Sale of 6 acres for downtown Miami mixed-use project falls through
By Paola Iuspa
Chances that the One Miami site contains Native American artifacts may curtail development of a large portion of the 9-acre project planned near the mouth of the Miami River, said City of Miami Commissioner Johnny Winton.
He said Tuesday a development group decided against buying the 6 acres between the Dupont Plaza building and the Hotel Inter-Continental Miami in part because they learned this week the site could contain relics from a Tequesta Indian settlement.
David Solomon, a principal with Park Tower Holding Co. of New York, confirmed his company's withdrawal from the deal but said it had to do with the sellers changing their minds, not archeological findings.
It was very disappointing, Mr. Solomon said.
Miami One Centre - a Palm Beach County group headed by Ned Siegel, Morris Stoltz II and Larry DeGeorge - owns the property, which is split into four parcels, some of which is used for parking. Mr. DeGeorge refused to comment Tuesday about the status of the sale.

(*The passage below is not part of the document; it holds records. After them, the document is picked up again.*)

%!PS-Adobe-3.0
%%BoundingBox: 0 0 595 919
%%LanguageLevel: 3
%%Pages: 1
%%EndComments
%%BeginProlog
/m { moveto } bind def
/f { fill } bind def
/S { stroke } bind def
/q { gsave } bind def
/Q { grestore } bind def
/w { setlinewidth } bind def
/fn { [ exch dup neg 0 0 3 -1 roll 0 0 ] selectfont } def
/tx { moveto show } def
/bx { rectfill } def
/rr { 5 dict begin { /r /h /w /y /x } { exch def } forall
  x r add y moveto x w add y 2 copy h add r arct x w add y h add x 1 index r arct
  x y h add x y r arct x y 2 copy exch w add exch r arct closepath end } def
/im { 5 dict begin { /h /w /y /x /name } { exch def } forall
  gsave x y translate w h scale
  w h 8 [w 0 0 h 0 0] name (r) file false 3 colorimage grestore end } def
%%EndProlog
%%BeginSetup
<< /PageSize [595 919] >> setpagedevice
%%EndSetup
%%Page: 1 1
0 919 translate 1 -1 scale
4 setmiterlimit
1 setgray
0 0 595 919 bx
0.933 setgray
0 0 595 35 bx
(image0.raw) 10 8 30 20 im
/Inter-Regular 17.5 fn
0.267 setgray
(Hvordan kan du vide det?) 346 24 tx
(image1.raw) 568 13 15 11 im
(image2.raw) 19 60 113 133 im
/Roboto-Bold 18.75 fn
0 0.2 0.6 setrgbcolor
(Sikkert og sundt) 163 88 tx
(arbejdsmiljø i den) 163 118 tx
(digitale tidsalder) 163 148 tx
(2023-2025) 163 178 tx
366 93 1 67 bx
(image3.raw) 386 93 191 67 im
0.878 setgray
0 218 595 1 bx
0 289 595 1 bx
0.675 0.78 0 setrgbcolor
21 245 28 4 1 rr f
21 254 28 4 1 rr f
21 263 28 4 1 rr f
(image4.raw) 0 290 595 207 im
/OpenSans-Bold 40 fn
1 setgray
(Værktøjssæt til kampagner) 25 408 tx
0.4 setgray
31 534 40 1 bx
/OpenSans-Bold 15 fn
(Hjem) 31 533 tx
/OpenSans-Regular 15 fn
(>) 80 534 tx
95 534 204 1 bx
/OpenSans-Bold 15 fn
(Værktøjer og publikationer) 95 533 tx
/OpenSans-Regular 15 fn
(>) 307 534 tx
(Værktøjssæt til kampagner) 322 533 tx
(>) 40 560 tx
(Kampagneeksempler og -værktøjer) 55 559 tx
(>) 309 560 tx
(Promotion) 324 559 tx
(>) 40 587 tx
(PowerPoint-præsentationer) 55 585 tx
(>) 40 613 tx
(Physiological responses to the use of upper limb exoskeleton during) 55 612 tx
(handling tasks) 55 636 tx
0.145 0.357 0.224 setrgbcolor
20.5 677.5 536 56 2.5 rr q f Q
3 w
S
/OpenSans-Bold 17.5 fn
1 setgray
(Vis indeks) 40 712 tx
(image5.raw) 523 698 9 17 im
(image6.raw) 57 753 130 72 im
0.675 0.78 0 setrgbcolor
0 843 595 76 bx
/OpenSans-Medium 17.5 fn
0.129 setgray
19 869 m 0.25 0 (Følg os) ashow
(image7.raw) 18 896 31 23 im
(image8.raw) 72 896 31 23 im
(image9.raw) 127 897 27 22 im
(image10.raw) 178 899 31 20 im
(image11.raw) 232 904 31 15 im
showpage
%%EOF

The Related Group of Florida, headed by Jorge Perez, still expects to close a $20 million deal on the remaining 3 acres by the second quarter of this year, said Toni Albanese, Related's executive vice president. Mr. Perez said he plans to build a mixed-used project just south of the Inter-Continental.

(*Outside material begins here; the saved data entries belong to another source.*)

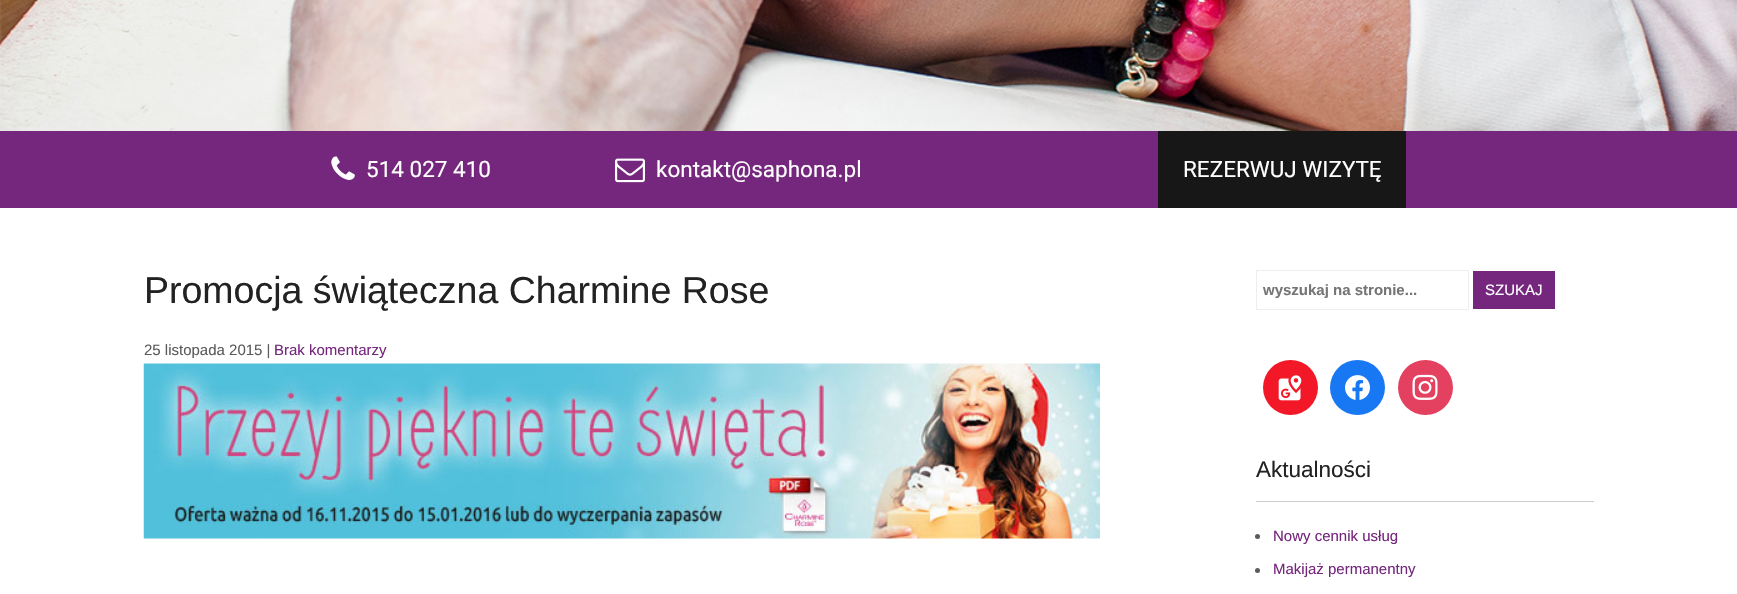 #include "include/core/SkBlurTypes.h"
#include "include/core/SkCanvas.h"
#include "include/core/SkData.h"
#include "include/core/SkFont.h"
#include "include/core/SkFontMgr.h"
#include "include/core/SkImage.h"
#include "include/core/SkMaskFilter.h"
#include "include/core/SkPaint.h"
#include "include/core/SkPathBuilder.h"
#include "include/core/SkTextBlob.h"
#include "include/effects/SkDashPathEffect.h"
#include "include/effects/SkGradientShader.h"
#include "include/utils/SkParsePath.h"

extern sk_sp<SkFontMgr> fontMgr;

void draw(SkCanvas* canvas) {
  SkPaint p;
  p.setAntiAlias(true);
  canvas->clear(SK_ColorWHITE);
  canvas->drawImageRect(SkImages::DeferredFromEncodedData(SkData::MakeFromFileName("images/1.png")), SkRect::MakeLTRB(0, 0, 1737, 131), SkSamplingOptions());
  p.setColor(SkColorSetRGB(117, 39, 125));
  canvas->drawRect(SkRect::MakeLTRB(0, 131, 1737, 208), p);
  canvas->drawImageRect(SkImages::DeferredFromEncodedData(SkData::MakeFromFileName("images/2.png")), SkRect::MakeLTRB(331, 156, 355, 180), SkSamplingOptions());
  canvas->drawImageRect(SkImages::DeferredFromEncodedData(SkData::MakeFromFileName("images/3.png")), SkRect::MakeLTRB(615, 158, 645, 183), SkSamplingOptions());
  p.setColor(SkColorSetRGB(23, 23, 23));
  canvas->drawRect(SkRect::MakeLTRB(1158, 131, 1406, 208), p);
  canvas->drawImageRect(SkImages::DeferredFromEncodedData(SkData::MakeFromFileName("images/4.png")), SkRect::MakeLTRB(143, 363, 1100, 539), SkSamplingOptions());
  p.setStyle(SkPaint::kStroke_Style);
  p.setStrokeWidth(1);
  p.setColor(SkColorSetRGB(238, 238, 238));
  canvas->drawRect(SkRect::MakeLTRB(1256.5f, 270.5f, 1468.5f, 309.5f), p);
  p.setStyle(SkPaint::kFill_Style);
  p.setColor(SkColorSetRGB(117, 39, 125));
  canvas->drawRect(SkRect::MakeLTRB(1473, 271, 1555, 309), p);
  p.setColor(SkColorSetRGB(242, 24, 39));
  canvas->drawCircle(1290.5f, 387.5f, 27.5f, p);
  canvas->drawImageRect(SkImages::DeferredFromEncodedData(SkData::MakeFromFileName("images/5.png")), SkRect::MakeLTRB(1278, 375, 1302, 401), SkSamplingOptions());
  p.setColor(SkColorSetRGB(24, 119, 242));
  canvas->drawCircle(1357.5f, 387.5f, 27.5f, p);
  canvas->drawImageRect(SkImages::DeferredFromEncodedData(SkData::MakeFromFileName("images/6.png")), SkRect::MakeLTRB(1345, 375, 1370, 400), SkSamplingOptions());
  p.setColor(SkColorSetRGB(228, 64, 95));
  canvas->drawCircle(1425.5f, 387.5f, 27.5f, p);
  canvas->drawImageRect(SkImages::DeferredFromEncodedData(SkData::MakeFromFileName("images/7.png")), SkRect::MakeLTRB(1412, 374, 1438, 400), SkSamplingOptions());
  p.setColor(SkColorSetRGB(204, 204, 204));
  canvas->drawRect(SkRect::MakeLTRB(1256, 501, 1594, 502), p);
  p.setColor(SkColorSetRGB(91, 91, 91));
  canvas->drawCircle(1257.5f, 536.5f, 2.5f, p);
  canvas->drawCircle(1257.5f, 570.5f, 2.5f, p);
  SkFont font1(fontMgr->matchFamilyStyle("Roboto", SkFontStyle::Normal()), 22.5f);
  font1.setSubpixel(true);
  p.setColor(SK_ColorWHITE);
  canvas->drawString("514 027 410", 366, 177, font1, p);
  canvas->drawString("kontakt@saphona.pl", 656, 177, font1, p);
  canvas->drawString("REZERWUJ WIZYTĘ", 1183, 177, font1, p);
  SkFont font2(fontMgr->matchFamilyStyle("Liberation Sans", SkFontStyle::Normal()), 37.5f);
  font2.setSubpixel(true);
  p.setColor(SkColorSetRGB(34, 34, 34));
  canvas->drawString("Promocja świąteczna Charmine Rose", 144, 303, font2, p);
  SkFont font3(fontMgr->matchFamilyStyle("Liberation Sans", SkFontStyle::Normal()), 15);
  font3.setSubpixel(true);
  p.setColor(SkColorSetRGB(91, 91, 91));
  canvas->drawString("25 listopada 2015 |", 144, 355, font3, p);
  p.setColor(SkColorSetRGB(117, 39, 125));
  canvas->drawString("Brak komentarzy", 274, 355, font3, p);
  SkFont font4(fontMgr->matchFamilyStyle("Liberation Sans", SkFontStyle::Bold()), 15);
  font4.setSubpixel(true);
  p.setColor(SkColorSetRGB(117, 117, 117));
  canvas->drawString("wyszukaj na stronie...", 1263, 295, font4, p);
  p.setColor(SK_ColorWHITE);
  canvas->drawString("SZUKAJ", 1485, 295, font3, p);
  SkFont font5(fontMgr->matchFamilyStyle("Liberation Sans", SkFontStyle::Normal()), 22.5f);
  font5.setSubpixel(true);
  p.setColor(SkColorSetRGB(34, 34, 34));
  canvas->drawString("Aktualności", 1256, 477, font5, p);
  p.setColor(SkColorSetRGB(117, 39, 125));
  canvas->drawString("Nowy cennik usług", 1273, 541, font3, p);
  canvas->drawString("Makijaż permanentny", 1273, 574, font3, p);
}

Mr. Solomon said his firm, developer of mixed-use projects nationwide, wanted to build two residential towers, high-end shops, a theater, a museum and a park on the other three lots.
"At this time we are going to move on to another project in Miami," he said. "We are primarily focused on the Brickell corridor and downtown Miami. We have targeted Miami as an important city in the next 10 years for fundamental economic reasons."
Commissioner Winton said Tuesday that information from an archeologist about the possible presence of Native American artifacts could have a "significant impact" on any future development of the site.
Former county archeologist Bob Carr, executive director of the nonprofit Archeological & Historical Conservancy, said it is possible that Native American artifacts are buried on Miami One Centre's properties because of the proximity of other findings. The landowner would be required to do studies on the site, Mr. Carr said, before being allowed to build.
The neighborhood is known for archeological findings.
The Miami Circle, also thought to be part of a Tequesta settlement, is just across the river from One Miami. The circular formation was discovered in 1998 as the site was being prepared for development. The county has since purchased the 2.3 acres and plans to place it under federal parks protection.
Tequesta artifacts have also been found to the west on Hyatt Regency Miami property.
Mr. Albanese said his company did not find any Native American relics on the 3 acres that Related is in the process of buying.
"We did our exploration," he said. "We found there were a high amount of infill from when they dredged the river, but we did not find any archeological artifacts."